# setting up a gentoo based home network

## BennyP

I'll be moving into my new home soon, and I want to network the computers with gentoo. I know a place in the suburbs that sells 200mhz/32mb/1-2g machines for insanely cheap so i'm going to pick one up and load it full of NICS to use as a gentoo based broadband router.

As of right now I have 3 boxes in my house:

1) P1 200/32MB/2G oldskool box that belongs to my mom with one One PCI/ISA slot (NIC right now) and another ISA slot

2) cele 800/128MB/40G machine that my sister owns that has enough PCI slots and onboard ethernet

3)  my P3 800/128MB/30+60G with one NIC in it now

I also have a 4 gig drive lying about that may or may not work.

What I want to know is:

Where can I learn more about Lin<->Win & and Lin<-> Lin networking? (Specifically regarding Gentoo my distro of choice  :Very Happy: )

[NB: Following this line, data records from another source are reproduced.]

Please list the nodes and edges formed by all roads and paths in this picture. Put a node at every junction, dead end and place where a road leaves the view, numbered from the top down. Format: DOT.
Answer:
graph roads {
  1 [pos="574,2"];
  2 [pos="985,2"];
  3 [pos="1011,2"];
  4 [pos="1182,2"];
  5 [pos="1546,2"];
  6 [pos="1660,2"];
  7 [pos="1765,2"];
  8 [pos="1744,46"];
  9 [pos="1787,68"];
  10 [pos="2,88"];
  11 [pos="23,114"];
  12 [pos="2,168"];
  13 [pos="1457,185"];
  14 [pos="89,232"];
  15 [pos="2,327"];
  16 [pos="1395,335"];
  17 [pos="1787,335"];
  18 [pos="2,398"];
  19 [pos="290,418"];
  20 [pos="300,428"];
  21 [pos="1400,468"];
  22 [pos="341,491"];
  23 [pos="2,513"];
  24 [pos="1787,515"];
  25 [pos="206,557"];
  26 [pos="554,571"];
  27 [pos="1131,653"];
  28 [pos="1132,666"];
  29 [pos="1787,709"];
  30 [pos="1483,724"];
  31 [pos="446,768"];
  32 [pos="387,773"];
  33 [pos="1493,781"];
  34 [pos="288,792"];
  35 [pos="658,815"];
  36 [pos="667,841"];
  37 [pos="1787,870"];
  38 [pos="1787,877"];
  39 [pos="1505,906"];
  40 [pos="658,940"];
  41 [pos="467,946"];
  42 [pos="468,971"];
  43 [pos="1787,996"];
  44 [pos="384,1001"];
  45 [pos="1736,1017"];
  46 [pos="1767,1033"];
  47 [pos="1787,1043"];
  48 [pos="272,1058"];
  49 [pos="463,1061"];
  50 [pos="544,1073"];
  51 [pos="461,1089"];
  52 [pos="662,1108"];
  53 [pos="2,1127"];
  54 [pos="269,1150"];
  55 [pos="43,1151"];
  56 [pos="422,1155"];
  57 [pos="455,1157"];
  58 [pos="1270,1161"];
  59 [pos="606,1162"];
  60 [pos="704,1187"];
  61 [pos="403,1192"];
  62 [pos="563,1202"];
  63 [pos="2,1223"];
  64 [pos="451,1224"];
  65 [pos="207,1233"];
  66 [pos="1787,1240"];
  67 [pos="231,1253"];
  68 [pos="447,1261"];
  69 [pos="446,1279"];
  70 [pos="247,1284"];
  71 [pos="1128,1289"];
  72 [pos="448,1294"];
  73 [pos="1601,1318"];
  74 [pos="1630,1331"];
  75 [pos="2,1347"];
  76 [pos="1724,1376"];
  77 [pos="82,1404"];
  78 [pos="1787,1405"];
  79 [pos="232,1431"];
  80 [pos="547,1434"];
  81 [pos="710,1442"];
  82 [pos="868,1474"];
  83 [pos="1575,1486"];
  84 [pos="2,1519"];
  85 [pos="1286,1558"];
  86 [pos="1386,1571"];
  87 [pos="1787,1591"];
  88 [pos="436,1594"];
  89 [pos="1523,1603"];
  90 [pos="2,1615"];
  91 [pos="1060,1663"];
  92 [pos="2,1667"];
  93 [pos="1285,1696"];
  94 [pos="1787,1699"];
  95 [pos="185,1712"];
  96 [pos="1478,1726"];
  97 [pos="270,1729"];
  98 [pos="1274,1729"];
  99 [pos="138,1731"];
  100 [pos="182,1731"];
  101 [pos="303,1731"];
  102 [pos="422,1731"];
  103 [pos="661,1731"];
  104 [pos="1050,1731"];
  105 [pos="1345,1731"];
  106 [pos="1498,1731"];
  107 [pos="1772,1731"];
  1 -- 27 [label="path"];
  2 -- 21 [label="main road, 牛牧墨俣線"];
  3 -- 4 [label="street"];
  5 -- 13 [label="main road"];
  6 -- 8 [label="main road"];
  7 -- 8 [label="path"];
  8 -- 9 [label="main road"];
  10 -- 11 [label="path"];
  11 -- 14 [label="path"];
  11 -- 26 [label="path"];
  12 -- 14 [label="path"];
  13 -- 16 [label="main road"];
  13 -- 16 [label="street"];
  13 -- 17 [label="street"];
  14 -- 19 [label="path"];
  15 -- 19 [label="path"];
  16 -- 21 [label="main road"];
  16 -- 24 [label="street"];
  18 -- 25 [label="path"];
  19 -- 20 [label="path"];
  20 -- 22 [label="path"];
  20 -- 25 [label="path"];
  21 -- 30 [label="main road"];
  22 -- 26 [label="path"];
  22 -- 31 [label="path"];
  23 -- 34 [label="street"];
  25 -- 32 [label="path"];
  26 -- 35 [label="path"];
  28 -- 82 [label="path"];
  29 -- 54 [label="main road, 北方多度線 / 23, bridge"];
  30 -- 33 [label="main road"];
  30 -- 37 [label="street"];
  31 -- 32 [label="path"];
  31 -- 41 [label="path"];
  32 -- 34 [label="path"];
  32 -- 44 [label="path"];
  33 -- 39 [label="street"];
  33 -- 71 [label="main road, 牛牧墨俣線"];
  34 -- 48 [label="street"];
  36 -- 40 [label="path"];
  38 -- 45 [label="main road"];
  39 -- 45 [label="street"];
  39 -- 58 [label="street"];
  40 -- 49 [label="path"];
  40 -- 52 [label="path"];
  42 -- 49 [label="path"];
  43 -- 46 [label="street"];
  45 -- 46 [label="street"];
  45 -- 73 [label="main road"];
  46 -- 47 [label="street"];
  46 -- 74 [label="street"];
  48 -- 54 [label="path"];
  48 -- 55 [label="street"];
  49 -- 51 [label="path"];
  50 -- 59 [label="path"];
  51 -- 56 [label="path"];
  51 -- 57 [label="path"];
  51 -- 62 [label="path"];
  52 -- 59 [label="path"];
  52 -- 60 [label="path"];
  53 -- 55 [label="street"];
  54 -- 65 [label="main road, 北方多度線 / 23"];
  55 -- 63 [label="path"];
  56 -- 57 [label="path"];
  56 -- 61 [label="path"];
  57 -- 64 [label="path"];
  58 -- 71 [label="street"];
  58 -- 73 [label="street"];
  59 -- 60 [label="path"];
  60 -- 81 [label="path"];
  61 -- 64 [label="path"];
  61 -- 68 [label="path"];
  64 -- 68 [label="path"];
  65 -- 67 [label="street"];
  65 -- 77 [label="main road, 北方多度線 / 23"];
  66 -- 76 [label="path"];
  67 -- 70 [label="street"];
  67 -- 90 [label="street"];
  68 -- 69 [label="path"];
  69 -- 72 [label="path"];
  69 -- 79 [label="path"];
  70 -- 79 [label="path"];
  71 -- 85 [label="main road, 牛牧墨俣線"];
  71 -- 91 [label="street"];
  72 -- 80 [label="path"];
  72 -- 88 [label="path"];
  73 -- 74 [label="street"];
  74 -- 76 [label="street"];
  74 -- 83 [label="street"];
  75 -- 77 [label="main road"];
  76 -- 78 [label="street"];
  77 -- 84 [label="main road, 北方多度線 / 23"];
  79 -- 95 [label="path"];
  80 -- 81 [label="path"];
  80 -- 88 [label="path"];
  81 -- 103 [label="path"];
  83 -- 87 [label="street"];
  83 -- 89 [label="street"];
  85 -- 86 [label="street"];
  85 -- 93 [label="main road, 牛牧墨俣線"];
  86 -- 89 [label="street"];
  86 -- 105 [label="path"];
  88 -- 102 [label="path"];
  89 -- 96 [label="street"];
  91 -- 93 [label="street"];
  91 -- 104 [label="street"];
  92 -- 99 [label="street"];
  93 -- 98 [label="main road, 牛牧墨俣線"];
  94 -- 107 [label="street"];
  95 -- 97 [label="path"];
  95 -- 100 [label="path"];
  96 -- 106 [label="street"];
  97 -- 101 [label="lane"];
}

How economical (and easy to set up) is wireless?

What suggestions do you all have as to what I could do with the router box besides just having it be a router?

I'll probably put my box and the router in the basement den (beside my bedroom) and link them up to my mom's and sis' machines upstairs.

----------

## Marajin

200Mhz/32meg/1-2g machines aren't worth anything.... I can build 2Ghz, 256meg DDR, 60G  boxes for change outta 300 bucks... 200Mhz boxes pale in comparison...Also 32meg is too lacking for Gentoo. Building Gentoo with those specs is asking for failure or at best an insanely long time to install. If you expect to have a linux router on such lower specs,  you may be better looking at something like smoothwall (http://www.smoothwall.org).

As to your questions:

 *Quote:*   

>  Where can I learn more about Lin<->Win & and Lin<-> Lin networking? (Specifically regarding Gentoo my distro of choice )  

 

You're in the right place for that.

 *Quote:*   

>  How economical (and easy to set up) is wireless? 

 

40 bucks per card, about 90 bucks for a WAP (If you want to plug it into a pre-existing hardwired network. Will happily cover a house (Unless you own a mansion). I use it without worries. I have linux wireless working sweetly with 128bit WEP so..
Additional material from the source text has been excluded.